**PROBLEM STATEMENT:** Search the records for the word "junctions". Copy every line where it appears.

### RECORDED DATA

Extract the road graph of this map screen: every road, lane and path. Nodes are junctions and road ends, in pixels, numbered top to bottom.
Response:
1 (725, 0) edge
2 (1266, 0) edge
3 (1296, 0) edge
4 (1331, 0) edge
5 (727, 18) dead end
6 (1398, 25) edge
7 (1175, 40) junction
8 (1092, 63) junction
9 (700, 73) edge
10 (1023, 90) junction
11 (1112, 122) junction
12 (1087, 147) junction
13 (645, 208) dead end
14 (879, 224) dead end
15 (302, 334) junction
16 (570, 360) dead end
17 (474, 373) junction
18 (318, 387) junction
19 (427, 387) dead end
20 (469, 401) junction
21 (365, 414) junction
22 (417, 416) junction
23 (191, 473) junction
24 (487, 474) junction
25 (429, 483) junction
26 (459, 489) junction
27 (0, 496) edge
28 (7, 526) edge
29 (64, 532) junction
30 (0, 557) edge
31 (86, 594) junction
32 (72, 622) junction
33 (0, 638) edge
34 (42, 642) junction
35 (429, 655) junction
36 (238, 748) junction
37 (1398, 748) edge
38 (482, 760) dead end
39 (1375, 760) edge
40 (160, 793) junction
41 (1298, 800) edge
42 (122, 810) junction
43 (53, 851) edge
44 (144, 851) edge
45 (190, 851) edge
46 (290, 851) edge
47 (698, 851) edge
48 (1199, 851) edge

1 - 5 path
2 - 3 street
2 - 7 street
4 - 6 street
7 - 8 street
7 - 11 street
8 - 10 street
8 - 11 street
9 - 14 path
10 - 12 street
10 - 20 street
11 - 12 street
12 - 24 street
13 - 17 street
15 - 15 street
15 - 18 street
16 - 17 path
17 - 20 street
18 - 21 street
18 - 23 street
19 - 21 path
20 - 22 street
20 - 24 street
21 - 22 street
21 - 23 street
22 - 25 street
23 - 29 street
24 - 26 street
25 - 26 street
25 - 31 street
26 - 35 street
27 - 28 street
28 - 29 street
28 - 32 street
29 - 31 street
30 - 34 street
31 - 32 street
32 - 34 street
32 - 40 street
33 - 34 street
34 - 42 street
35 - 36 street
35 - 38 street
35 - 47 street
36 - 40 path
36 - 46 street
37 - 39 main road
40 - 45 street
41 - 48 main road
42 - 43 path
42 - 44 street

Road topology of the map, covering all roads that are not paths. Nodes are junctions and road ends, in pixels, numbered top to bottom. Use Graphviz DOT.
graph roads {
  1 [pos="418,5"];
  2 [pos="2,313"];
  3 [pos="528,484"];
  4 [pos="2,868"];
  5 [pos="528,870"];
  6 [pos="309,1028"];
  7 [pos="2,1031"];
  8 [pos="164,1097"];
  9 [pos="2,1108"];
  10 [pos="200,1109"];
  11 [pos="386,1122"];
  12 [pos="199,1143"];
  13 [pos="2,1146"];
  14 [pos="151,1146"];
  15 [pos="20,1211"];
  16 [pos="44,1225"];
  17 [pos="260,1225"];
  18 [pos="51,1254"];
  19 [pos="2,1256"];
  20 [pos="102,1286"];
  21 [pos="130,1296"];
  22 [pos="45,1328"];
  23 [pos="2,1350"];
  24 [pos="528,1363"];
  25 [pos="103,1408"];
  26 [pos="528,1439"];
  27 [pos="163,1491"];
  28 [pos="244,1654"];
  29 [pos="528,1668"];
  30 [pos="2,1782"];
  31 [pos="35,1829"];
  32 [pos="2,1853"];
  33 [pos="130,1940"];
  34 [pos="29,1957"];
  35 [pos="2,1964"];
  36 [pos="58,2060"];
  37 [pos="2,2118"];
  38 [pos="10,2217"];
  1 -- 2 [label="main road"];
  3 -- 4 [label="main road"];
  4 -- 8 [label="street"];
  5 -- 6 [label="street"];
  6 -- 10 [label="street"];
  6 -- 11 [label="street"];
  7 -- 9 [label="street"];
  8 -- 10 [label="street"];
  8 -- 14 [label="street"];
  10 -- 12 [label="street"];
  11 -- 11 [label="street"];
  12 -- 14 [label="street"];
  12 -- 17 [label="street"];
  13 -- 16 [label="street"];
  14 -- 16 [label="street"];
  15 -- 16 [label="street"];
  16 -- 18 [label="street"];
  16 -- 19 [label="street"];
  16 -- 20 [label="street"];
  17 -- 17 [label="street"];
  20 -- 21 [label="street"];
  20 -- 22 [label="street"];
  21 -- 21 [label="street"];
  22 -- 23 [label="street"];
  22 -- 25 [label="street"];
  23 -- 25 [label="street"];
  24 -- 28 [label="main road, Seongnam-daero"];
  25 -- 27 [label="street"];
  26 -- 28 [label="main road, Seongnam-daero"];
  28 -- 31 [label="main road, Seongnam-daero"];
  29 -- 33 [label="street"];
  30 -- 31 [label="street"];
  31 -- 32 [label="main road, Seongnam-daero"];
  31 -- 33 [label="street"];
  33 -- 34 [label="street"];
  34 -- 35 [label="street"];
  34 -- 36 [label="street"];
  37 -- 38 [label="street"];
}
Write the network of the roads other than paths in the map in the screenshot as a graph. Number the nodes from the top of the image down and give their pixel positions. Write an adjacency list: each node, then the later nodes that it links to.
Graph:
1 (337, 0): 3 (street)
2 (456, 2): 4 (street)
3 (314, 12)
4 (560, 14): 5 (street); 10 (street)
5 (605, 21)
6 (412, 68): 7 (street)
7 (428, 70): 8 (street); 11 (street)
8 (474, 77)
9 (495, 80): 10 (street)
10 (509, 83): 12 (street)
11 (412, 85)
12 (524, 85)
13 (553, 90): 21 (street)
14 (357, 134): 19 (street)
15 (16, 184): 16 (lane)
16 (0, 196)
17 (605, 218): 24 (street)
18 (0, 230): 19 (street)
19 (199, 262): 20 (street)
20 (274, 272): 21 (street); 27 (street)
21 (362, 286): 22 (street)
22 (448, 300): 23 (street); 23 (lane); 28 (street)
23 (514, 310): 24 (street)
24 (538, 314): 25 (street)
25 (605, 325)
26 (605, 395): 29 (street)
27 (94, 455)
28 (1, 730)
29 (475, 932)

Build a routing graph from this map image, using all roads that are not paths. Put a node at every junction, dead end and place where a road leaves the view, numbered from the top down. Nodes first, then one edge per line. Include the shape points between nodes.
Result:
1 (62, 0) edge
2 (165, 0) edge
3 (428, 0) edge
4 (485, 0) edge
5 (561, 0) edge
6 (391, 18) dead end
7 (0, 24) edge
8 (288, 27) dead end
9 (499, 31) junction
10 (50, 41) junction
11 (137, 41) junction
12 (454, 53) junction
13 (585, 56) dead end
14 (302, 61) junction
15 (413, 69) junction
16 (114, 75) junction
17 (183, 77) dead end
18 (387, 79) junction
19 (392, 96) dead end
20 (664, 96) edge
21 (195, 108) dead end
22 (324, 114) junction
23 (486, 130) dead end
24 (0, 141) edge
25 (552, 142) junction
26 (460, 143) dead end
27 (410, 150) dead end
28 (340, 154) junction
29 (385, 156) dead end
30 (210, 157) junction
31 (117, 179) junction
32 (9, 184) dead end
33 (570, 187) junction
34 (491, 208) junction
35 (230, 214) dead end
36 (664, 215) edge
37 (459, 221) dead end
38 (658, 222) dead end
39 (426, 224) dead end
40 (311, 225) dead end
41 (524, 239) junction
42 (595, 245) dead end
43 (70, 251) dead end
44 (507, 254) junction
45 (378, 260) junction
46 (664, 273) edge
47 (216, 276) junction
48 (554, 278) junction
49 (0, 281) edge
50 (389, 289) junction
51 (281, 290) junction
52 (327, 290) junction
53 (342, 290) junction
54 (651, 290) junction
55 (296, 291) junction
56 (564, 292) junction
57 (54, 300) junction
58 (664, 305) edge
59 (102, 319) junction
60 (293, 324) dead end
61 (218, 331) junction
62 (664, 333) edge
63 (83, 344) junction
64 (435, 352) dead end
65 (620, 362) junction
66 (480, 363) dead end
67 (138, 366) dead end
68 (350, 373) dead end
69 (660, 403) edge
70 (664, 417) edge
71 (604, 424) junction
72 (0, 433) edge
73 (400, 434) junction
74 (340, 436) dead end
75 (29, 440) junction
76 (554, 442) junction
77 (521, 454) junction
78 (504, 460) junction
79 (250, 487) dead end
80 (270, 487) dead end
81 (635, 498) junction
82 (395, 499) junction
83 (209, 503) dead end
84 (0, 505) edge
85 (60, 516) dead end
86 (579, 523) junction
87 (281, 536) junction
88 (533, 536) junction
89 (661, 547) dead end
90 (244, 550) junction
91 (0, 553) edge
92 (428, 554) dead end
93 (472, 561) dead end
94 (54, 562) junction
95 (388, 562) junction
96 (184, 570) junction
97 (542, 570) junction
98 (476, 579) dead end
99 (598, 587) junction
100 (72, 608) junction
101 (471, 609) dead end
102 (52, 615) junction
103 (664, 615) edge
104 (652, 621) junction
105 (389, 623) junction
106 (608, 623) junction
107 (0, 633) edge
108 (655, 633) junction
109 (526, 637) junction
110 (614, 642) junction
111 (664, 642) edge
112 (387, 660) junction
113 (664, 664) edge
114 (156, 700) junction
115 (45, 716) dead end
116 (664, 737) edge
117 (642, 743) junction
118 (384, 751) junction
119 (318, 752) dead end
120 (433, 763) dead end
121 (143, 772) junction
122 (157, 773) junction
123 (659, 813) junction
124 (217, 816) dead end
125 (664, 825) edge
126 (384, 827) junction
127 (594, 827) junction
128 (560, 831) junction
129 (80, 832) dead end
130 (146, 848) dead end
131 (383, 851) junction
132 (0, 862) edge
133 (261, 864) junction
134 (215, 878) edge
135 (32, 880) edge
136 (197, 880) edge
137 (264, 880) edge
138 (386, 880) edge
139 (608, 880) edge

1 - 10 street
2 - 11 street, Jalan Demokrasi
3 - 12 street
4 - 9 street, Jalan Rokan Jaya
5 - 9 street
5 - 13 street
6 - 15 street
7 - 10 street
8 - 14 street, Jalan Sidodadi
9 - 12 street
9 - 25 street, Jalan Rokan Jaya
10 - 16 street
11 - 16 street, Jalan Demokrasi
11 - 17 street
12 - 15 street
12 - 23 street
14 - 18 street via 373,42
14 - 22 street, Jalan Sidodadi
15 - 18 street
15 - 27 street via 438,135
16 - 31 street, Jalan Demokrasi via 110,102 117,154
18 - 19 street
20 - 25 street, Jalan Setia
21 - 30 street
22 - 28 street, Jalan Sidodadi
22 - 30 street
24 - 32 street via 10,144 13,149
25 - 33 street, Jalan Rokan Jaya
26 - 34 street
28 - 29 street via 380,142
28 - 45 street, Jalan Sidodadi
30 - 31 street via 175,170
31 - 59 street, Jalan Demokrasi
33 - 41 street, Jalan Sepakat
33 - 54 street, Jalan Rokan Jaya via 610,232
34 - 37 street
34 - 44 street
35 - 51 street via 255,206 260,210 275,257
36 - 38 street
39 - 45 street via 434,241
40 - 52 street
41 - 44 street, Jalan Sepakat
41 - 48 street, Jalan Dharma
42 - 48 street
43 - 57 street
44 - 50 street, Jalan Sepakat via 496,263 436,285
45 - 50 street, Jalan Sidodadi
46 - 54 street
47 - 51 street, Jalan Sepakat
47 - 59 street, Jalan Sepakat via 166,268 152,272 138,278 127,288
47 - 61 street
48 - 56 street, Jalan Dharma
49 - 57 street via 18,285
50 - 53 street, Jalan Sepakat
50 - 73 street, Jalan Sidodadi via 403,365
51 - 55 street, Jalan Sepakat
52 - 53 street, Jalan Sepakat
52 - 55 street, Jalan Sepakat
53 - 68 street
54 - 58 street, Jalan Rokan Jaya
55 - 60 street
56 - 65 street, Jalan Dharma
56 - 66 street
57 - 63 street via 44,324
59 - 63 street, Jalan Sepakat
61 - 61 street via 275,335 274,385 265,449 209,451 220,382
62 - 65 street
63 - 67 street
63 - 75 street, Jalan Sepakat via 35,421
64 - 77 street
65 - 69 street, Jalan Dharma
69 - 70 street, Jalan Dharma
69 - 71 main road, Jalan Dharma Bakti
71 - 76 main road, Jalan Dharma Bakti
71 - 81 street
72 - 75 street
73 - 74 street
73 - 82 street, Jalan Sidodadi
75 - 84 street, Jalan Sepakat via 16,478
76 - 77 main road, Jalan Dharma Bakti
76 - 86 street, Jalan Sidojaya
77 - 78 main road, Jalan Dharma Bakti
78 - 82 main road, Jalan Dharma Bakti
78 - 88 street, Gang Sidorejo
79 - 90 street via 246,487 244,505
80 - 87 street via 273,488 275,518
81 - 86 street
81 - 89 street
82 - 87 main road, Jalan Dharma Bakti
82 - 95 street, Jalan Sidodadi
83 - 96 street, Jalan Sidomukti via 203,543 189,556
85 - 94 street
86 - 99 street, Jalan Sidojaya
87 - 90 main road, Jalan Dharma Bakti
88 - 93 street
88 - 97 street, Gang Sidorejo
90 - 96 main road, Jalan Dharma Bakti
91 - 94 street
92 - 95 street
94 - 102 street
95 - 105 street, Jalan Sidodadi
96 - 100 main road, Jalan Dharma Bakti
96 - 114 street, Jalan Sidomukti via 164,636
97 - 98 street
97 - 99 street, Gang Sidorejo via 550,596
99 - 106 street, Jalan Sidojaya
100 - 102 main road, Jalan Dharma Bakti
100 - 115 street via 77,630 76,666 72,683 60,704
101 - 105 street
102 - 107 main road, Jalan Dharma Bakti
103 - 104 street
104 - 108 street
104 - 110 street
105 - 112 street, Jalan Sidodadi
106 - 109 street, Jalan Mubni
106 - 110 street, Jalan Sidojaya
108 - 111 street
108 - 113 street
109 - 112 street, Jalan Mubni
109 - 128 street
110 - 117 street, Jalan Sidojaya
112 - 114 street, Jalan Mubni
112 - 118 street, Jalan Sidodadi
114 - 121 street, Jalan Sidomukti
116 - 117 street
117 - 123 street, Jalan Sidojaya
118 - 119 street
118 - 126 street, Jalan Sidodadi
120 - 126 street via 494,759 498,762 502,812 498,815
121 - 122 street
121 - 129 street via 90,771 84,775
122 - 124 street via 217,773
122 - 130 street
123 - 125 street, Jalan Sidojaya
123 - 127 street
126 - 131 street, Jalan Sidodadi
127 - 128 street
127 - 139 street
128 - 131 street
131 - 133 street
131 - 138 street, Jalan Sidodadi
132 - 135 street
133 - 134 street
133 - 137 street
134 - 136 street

######

**ANSWER TO THIS EXERCISE:**
Extract the road graph of this map screen: every road, lane and path. Nodes are junctions and road ends, in pixels, numbered top to bottom.
Road topology of the map, covering all roads that are not paths. Nodes are junctions and road ends, in pixels, numbered top to bottom. Use Graphviz DOT.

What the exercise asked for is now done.